# smoking baked beans



## jjrd

Is there a recipe or technique for smoking baked beans?

Thanks


----------



## pineywoods

Welcome to SMF glad you joined us. Check out this Wiki Link for some great beans

http://www.smokingmeatforums.com/wiki/dutchs-wicked-baked-beans


----------



## jjrd

Thanks  I saw this one. We are not pepper fans. Are there any others?

Thanks


----------



## eman

Leave the pepper out, I do.


----------



## pineywoods

Here's another one

http://www.smokingmeatforums.com/wiki/dutchs-ranch-style-beans


----------



## bigal

Best thing to ever come outta Dutch's head, his bean recipe! 
	

	
	
		
		



		
			










   I use his basic "principle", but vary it quite a bit...but it's still Dutchs'.  Add mushrooms, smoked sausage, crushed pineapple, cayenne to taste and no jalap/mustard, bbq sauce not ketchup.  Use your mind to add to Dutchs'.  It's a great base, imho.


----------



## ismoke

Dutch's beans are great!  I made them for the first time last week, for a mixed crowd, so I left the japs out.  Left the dry mustard in, and they were the perfect heat for the group.  If I were making them for me only, I'd keep the japs in, but the kids and MIL don't like the heat. 

Next time I do them (whenever I fire up the smoker again, lol) I'm going to sub the ketchup for BBQ sauce, either 1/2 and 1/2 or all of it.  The beans are great though.  I was a little hesitant with the pineapple in the beans, but they were wonderful!  If I want a little more sweetness, I'm thinking I may try pouring that syrup they come in in their with them. 

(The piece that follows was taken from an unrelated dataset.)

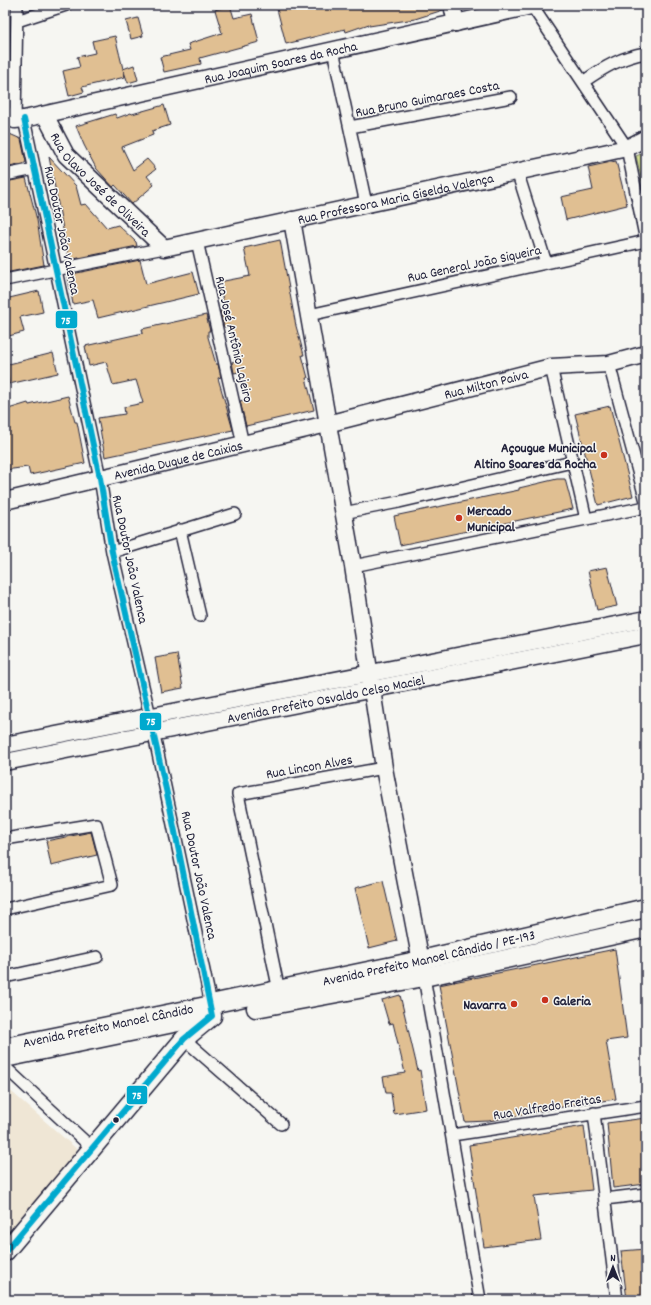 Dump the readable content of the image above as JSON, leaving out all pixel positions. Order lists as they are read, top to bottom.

Anyways, take Dutch's idea, modify it to your liking, and then share with us!


----------



## mballi3011

Here's a different one but it also has peppers in it. You could just leave them out and there's so much stuff in our's that you shouldn't miss them


----------



## pineywoods

When doing beans I usually do two batches of Dutch's Wicked Baked Beans one just like the recipe says and the second one I leave out the japs and cut the mustard in half and give people a choice spicy or not. If they aren't all gone after everybody is gone I mix the two and am very happy I get to have leftover beans


----------



## mongoose

The wicked baked bean recipe is the best.  Leave the peppers out.  I will be making another batch for work next week.


----------